BEGIN Given records
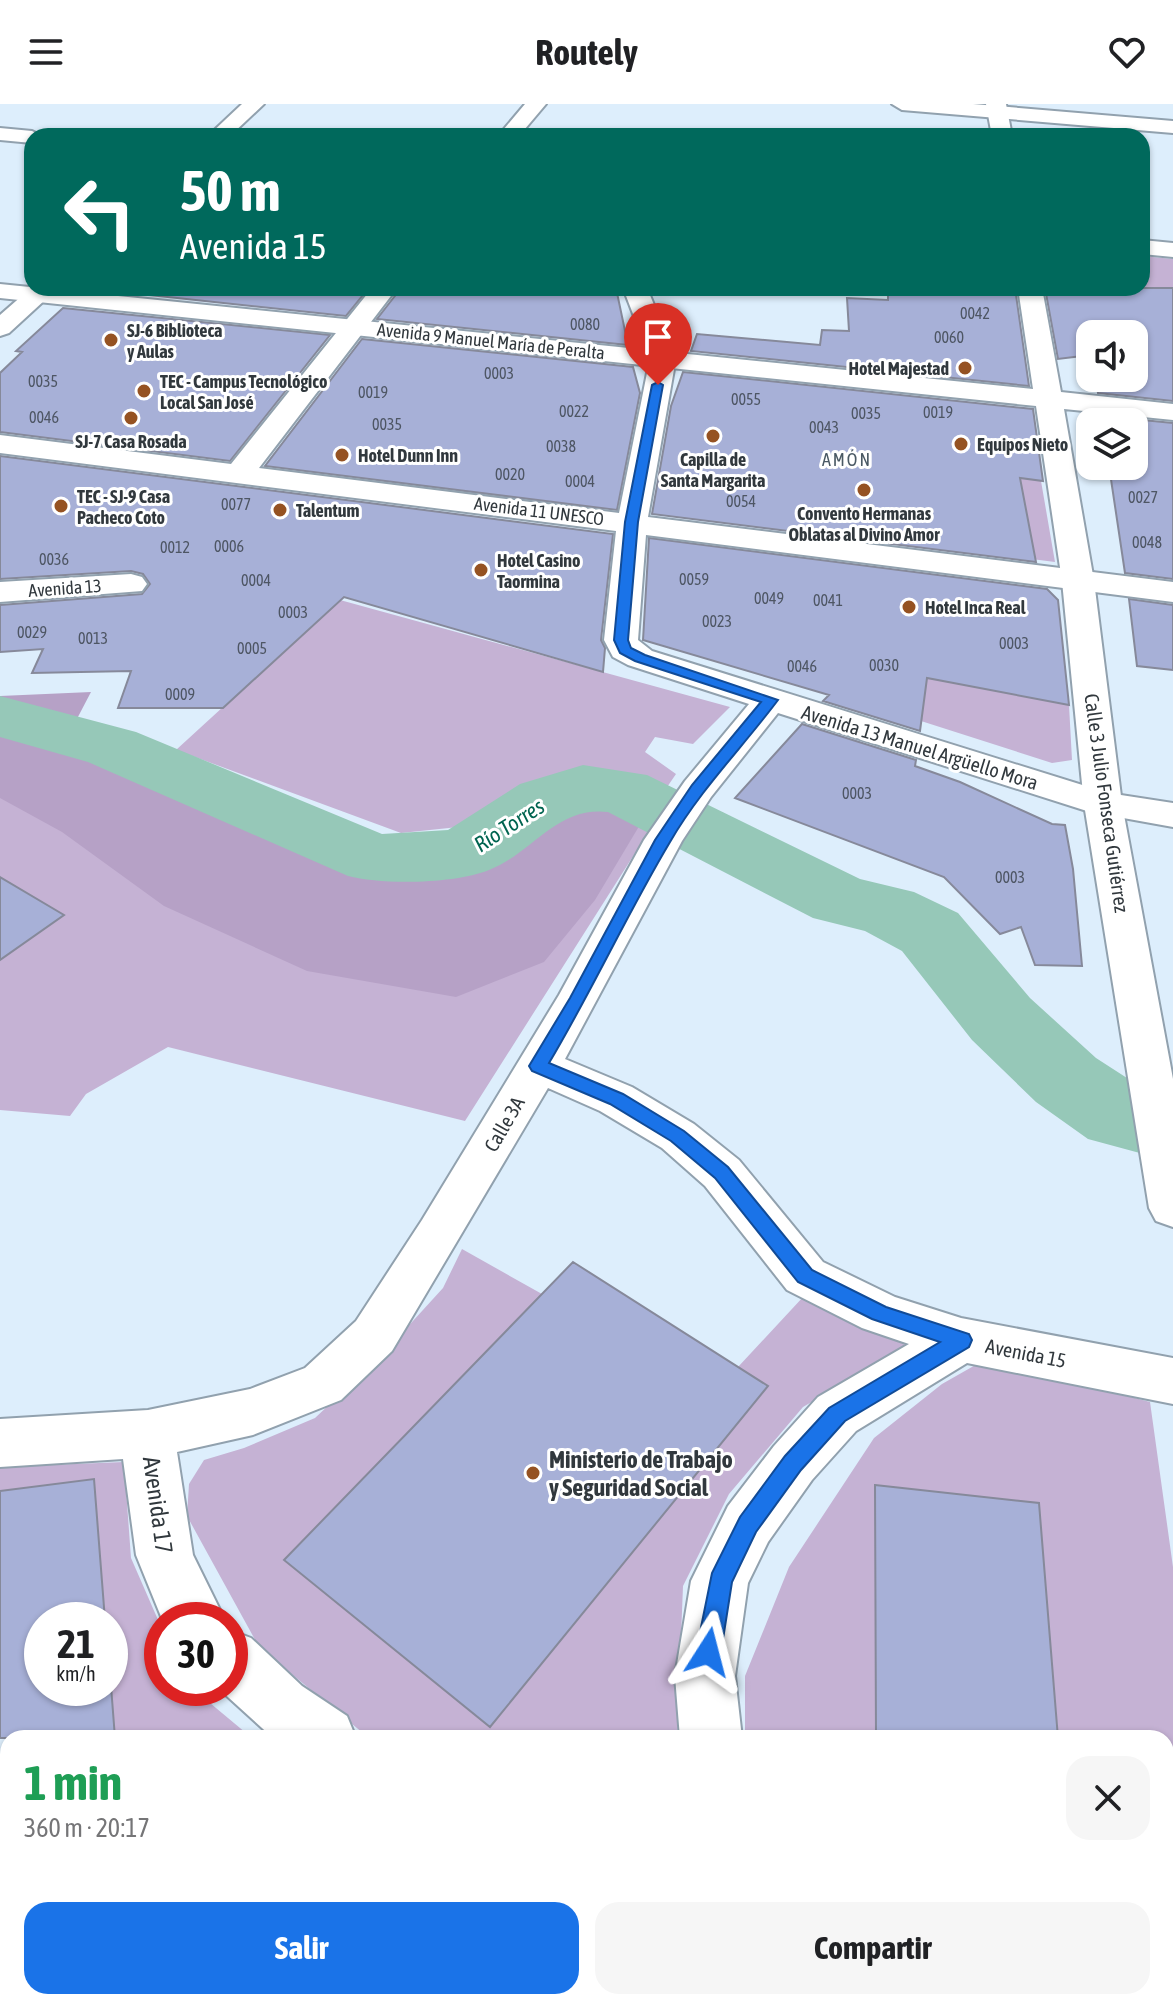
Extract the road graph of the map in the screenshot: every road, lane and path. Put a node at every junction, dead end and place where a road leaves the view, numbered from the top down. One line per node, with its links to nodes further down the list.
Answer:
1 (254, 104): 6 (street)
2 (536, 104): 7 (street)
3 (902, 104): 4 (street)
4 (997, 108): 5 (street); 8 (street)
5 (1173, 127)
6 (227, 128)
7 (515, 128)
8 (1001, 128)
9 (0, 134): 10 (street)
10 (24, 136)
11 (1150, 248): 12 (street)
12 (1173, 250)
13 (0, 291): 14 (street, Avenida 9 Manuel María de Peralta)
14 (24, 291)
15 (37, 296): 21 (street)
16 (86, 296): 20 (street, Avenida 9 Manuel María de Peralta)
17 (379, 296): 20 (street)
18 (638, 296): 22 (street)
19 (1031, 296): 23 (street, Calle 3 Julio Fonseca Gutiérrez)
20 (355, 327): 22 (street, Avenida 9 Manuel María de Peralta); 26 (street)
21 (0, 328)
22 (663, 358): 23 (street, Avenida 9 Manuel María de Peralta); 27 (street)
23 (1047, 398): 24 (street, Avenida 9 Manuel María de Peralta); 28 (street, Calle 3 Julio Fonseca Gutiérrez)
24 (1173, 412)
25 (0, 444): 26 (street, Avenida 11 UNESCO)
26 (239, 474): 27 (street, Avenida 11 UNESCO)
27 (632, 522): 28 (street, Avenida 11 UNESCO); 32 (street, Avenida 13 Manuel Argüello Mora)
28 (1078, 581): 31 (street, Avenida 11 UNESCO); 33 (street, Calle 3 Julio Fonseca Gutiérrez)
29 (131, 584): 30 (street, Avenida 13)
30 (0, 592)
31 (1173, 592)
32 (770, 700): 33 (street, Avenida 13 Manuel Argüello Mora); 35 (street, Calle 3A)
33 (1103, 804): 34 (street, Avenida 13 Manuel Argüello Mora); 36 (street, Calle 3 Julio Fonseca Gutiérrez)
34 (1173, 815)
35 (538, 1066): 37 (street, Avenida 15); 39 (street, Calle 3A)
36 (1171, 1198)
37 (961, 1340): 38 (street, Avenida 15); 44 (street)
38 (1173, 1381)
39 (148, 1434): 40 (street, Avenida 17); 41 (street, Avenida 17)
40 (0, 1443)
41 (182, 1602)
42 (248, 1676): 43 (street)
43 (314, 1730)
44 (710, 1730)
END Given records
#### Your task:
Exactly as written, set down each line of the records, leaving out the pictures.

#### Response:
Extract the road graph of the map in the screenshot: every road, lane and path. Put a node at every junction, dead end and place where a road leaves the view, numbered from the top down. One line per node, with its links to nodes further down the list.
Answer:
1 (254, 104): 6 (street)
2 (536, 104): 7 (street)
3 (902, 104): 4 (street)
4 (997, 108): 5 (street); 8 (street)
5 (1173, 127)
6 (227, 128)
7 (515, 128)
8 (1001, 128)
9 (0, 134): 10 (street)
10 (24, 136)
11 (1150, 248): 12 (street)
12 (1173, 250)
13 (0, 291): 14 (street, Avenida 9 Manuel María de Peralta)
14 (24, 291)
15 (37, 296): 21 (street)
16 (86, 296): 20 (street, Avenida 9 Manuel María de Peralta)
17 (379, 296): 20 (street)
18 (638, 296): 22 (street)
19 (1031, 296): 23 (street, Calle 3 Julio Fonseca Gutiérrez)
20 (355, 327): 22 (street, Avenida 9 Manuel María de Peralta); 26 (street)
21 (0, 328)
22 (663, 358): 23 (street, Avenida 9 Manuel María de Peralta); 27 (street)
23 (1047, 398): 24 (street, Avenida 9 Manuel María de Peralta); 28 (street, Calle 3 Julio Fonseca Gutiérrez)
24 (1173, 412)
25 (0, 444): 26 (street, Avenida 11 UNESCO)
26 (239, 474): 27 (street, Avenida 11 UNESCO)
27 (632, 522): 28 (street, Avenida 11 UNESCO); 32 (street, Avenida 13 Manuel Argüello Mora)
28 (1078, 581): 31 (street, Avenida 11 UNESCO); 33 (street, Calle 3 Julio Fonseca Gutiérrez)
29 (131, 584): 30 (street, Avenida 13)
30 (0, 592)
31 (1173, 592)
32 (770, 700): 33 (street, Avenida 13 Manuel Argüello Mora); 35 (street, Calle 3A)
33 (1103, 804): 34 (street, Avenida 13 Manuel Argüello Mora); 36 (street, Calle 3 Julio Fonseca Gutiérrez)
34 (1173, 815)
35 (538, 1066): 37 (street, Avenida 15); 39 (street, Calle 3A)
36 (1171, 1198)
37 (961, 1340): 38 (street, Avenida 15); 44 (street)
38 (1173, 1381)
39 (148, 1434): 40 (street, Avenida 17); 41 (street, Avenida 17)
40 (0, 1443)
41 (182, 1602)
42 (248, 1676): 43 (street)
43 (314, 1730)
44 (710, 1730)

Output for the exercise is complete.